Я сглотнул и в ответ молча кивнул.

– И ты понимаешь, что уличён в этом злодеянии?

Я снова кивнул.

– Тогда, – продолжил он, протяжно вдохнув, – серьёзность ситуации тебе ясна, – и покачал из стороны в сторону головой. – Однако, мы всё же не изверги, и правосудие даёт тебе шанс. Полагаю, ты не захочешь испытывать его кару на себе?! – деловито, но уже немного тише подытожил стражник. – Всегда есть выход. Стоит лишь возместить ущерб торговцу, которого ты так бессовестно обокрал, – с некоторой наигранностью и взглядом невинности продолжал он, – и мы бы запросто решили этот вопрос, – в этом завершающем акте его губы поджались. – Нужно лишь, – на секунду он задумался, – скажем, десять серебряков.

В ответ на услышанное я немало удивился, подумав про себя: «Вот оно, настоящее воровство. Украденная булка не стоит и десятой части серебряка».

– Да нет у него денег, – вдруг вмешался напарник говорившего, – ты посмотри, ободранный как пёс, – указал он на меня рукой.

Первый стражник шикнул на него, что-то ответив полушёпотом, и продолжил, обращаясь ко мне:

– Ну как тебе такое предложение?

– Он прав, – указал я на второго, только что вмешавшегося в разговор солдата, – это всё, что у меня есть, – и вытянул вперёд свою старую суму с булкой внутри.

Первый стражник расстроено поморщился, погладив рукой свой гладковыбритый подбородок, и уточнил с надеждой:

– Может, кто-то иной сможет внести сумму?

В ответ я лишь выразил всем видом сожаление то ли для него, то ли для самого себя, а сам, всё то время, что шёл разговор, судорожно бегал глазами, пытаясь найти хоть какую-то лазейку вокруг. В голове неостановимо крутилась мысль: «Неужели мне суждено вот так, вытерпев всё, сгинуть!»

– Тогда, – наконец вымолвил стражник, – не станем усложнять друг другу жизнь. Согласен? – впились его глаза в меня. – Будешь себя спокойно вести, а мы уж замолвим за тебя словечко, – подмигнул он мне, всё также не отрывая взгляда.

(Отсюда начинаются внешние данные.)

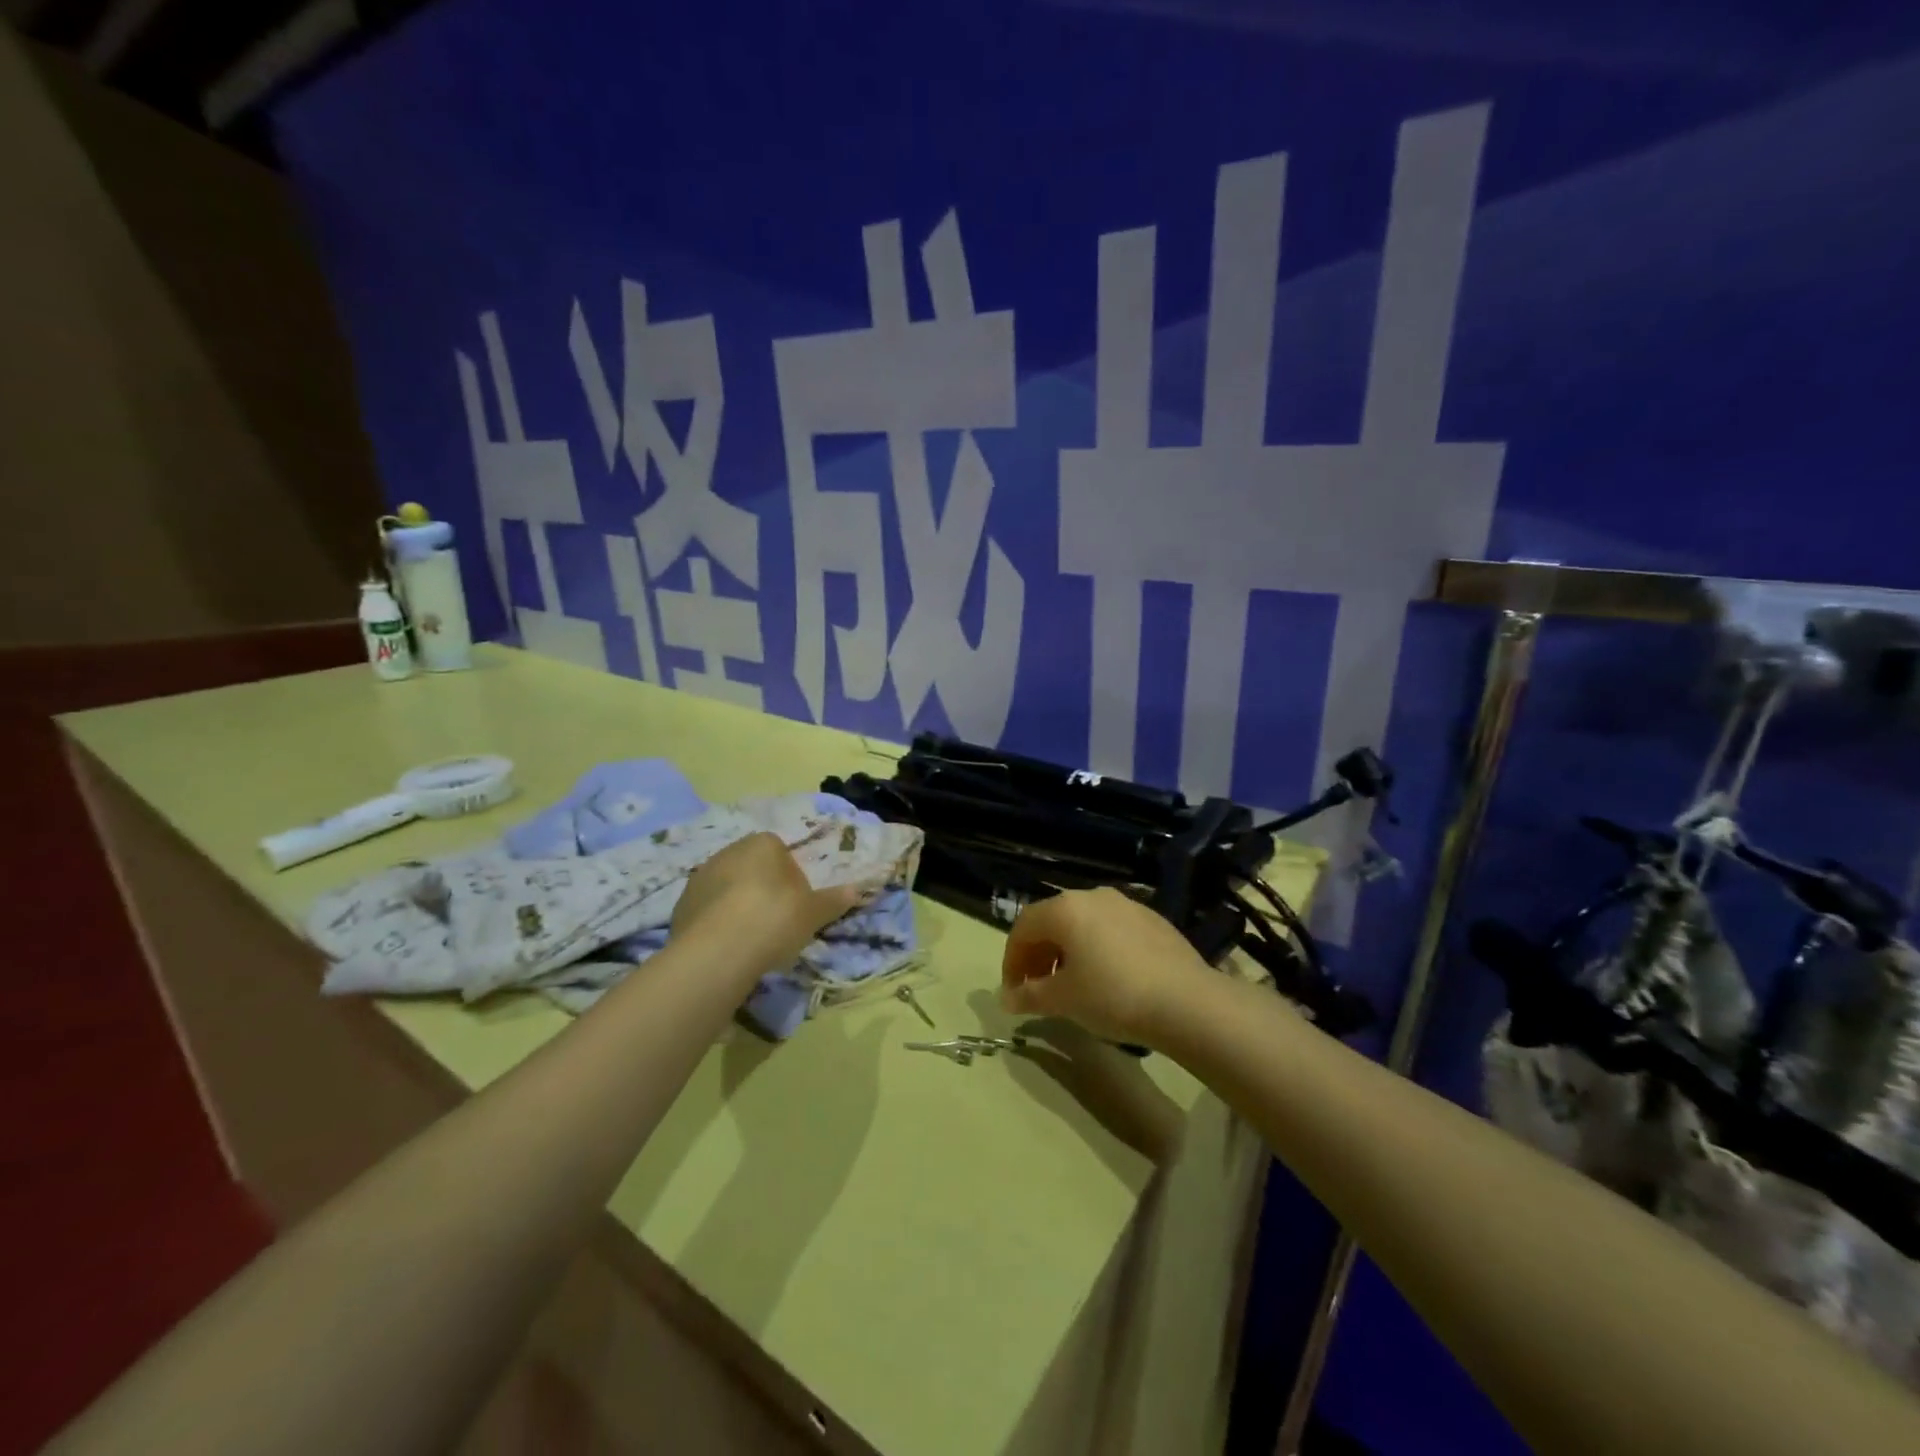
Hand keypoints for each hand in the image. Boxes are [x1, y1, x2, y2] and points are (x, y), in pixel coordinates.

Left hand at [671, 833, 864, 974]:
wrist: (718, 952)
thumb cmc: (775, 919)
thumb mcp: (813, 912)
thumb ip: (833, 900)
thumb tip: (856, 890)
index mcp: (763, 844)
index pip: (780, 852)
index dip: (790, 878)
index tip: (796, 905)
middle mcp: (728, 851)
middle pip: (752, 868)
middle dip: (763, 890)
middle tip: (776, 923)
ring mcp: (700, 878)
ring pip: (727, 889)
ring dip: (737, 906)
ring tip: (751, 940)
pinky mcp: (680, 906)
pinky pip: (707, 911)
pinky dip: (717, 924)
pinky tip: (728, 948)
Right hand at [1000, 888, 1214, 1047]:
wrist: (1186, 1001)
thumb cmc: (1113, 996)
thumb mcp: (1064, 1000)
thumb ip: (1029, 996)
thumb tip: (1007, 999)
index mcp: (1065, 908)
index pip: (1023, 926)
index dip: (1012, 959)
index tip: (1014, 991)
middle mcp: (1093, 896)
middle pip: (1053, 921)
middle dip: (1039, 955)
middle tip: (1038, 989)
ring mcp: (1127, 904)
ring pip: (1083, 924)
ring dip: (1068, 951)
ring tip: (1073, 985)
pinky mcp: (1153, 919)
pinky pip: (1111, 930)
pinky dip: (1098, 949)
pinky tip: (1109, 979)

Сказанное нисколько не убедило меня. Когда-то, когда жизнь ещё не вынудила перебраться в этот злополучный город, мне также заявили, что не останусь без крова. А потом взяли да присвоили абсолютно всё, даже инструменты. Якобы в уплату накопившихся долгов. Сейчас пахло тем же. Стражники стремились лишь избежать мороки, не более. Но я, конечно, отвечал иное:

– Лишь хотел еды. От всего сердца готов возместить всё трудом. Зла никому не желаю и молю лишь о милосердии, – стараясь как можно спокойнее говорить, протянул я руки вперёд так, чтоб держать их на виду, как бы подтверждая тем самым свои слова.

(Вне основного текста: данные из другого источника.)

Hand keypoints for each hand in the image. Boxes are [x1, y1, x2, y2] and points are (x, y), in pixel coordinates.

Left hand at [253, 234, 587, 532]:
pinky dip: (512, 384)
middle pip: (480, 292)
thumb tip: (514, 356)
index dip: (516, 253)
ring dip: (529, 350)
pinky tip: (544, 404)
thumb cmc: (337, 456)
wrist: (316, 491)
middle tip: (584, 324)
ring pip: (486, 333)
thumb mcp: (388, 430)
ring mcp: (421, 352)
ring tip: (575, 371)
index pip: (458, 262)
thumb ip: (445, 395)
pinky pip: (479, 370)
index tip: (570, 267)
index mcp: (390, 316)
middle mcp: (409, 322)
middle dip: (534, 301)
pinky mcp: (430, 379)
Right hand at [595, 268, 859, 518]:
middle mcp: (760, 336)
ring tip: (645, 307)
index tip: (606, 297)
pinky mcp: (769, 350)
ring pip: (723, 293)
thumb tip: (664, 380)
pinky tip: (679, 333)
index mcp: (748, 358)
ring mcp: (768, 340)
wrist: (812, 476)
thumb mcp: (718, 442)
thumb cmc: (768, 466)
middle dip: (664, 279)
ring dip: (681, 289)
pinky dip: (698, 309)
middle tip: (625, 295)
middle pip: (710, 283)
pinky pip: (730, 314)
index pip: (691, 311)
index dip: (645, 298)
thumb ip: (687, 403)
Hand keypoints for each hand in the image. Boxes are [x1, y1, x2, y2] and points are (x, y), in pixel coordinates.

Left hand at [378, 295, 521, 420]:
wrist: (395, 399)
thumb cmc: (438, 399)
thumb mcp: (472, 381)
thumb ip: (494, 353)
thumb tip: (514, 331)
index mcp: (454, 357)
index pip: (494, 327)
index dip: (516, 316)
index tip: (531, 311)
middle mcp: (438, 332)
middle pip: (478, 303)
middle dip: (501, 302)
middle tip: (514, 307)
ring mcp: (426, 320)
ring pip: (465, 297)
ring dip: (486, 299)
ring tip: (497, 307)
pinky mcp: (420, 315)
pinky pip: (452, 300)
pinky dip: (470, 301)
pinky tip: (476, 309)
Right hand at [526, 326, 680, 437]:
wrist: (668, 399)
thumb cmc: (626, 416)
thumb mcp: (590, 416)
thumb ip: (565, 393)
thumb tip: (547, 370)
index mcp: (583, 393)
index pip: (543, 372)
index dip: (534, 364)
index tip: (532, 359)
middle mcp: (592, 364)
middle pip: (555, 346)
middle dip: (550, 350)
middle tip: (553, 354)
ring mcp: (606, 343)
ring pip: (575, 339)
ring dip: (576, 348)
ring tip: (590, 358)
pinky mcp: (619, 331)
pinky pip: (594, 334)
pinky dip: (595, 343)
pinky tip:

– Конечно, мы понимаем, – ответил стражник, тем временем оба моих преследователя с видом настороженного дикого зверя принялись продвигаться ко мне, вытаскивая на ходу верёвку для связывания рук.

Шагнув им навстречу в облике абсолютной невинности и покоя, когда на самом деле внутри так и колотилось сердце, я протянул суму с хлебом правому от меня солдату. Цель была проста – на миг занять его руки. И стоило этой передаче случиться, как последовал рывок. Бросок всем телом, нацеленный на соседа с той единственной задачей, как пошатнуть или сбить с ног. Удар пришёлся стражнику в грудь. Это был предел силы, которую я ещё имел возможность вложить.

Однако результат оказался не столь грандиозным, как я себе воображал в миражах ума. Мне удалось лишь на самую малость оттеснить противника, бывшего гораздо крупнее и массивнее, да и нисколько не испытывавшего недостатка в еде. За такую неудачу пришлось сразу же поплатиться вцепившейся в моё запястье рукой. Планируемый прорыв не удался. Завязалась борьба.

Неожиданность окончательно потеряла свои чары, а шансы высвободиться снижались со стремительностью низвергавшейся скалы. Один миг – и результат противостояния получил закономерный итог: я оказался повален и прижат к вымощенной улице, не имея даже малейшей возможности пошевелиться. Второй раз стражники медлить не стали, и спустя несколько секунд мои запястья почувствовали на себе верёвку, туго сжавшую их. Ловушка захлопнулась.

Мне не забыть того мгновения. Воспоминания о царившем на душе отчаянии прочно застыли в памяти, плотно отпечатанные о стенки разума раскалённым железом чувств. В тот миг разыгравшееся воображение в красках вырисовывало недалёкое будущее, предвещавшее ужас, содрогнувший всё моё естество. Один взмах, и вот моя рука уже не являлась частью меня, а представляла из себя нечто совершенно отдельное, нечто неподвластное мне. Дальше, по всем правилам этого мира, моей спутницей должна была бы стать голодная смерть. Калека не имел права выжить.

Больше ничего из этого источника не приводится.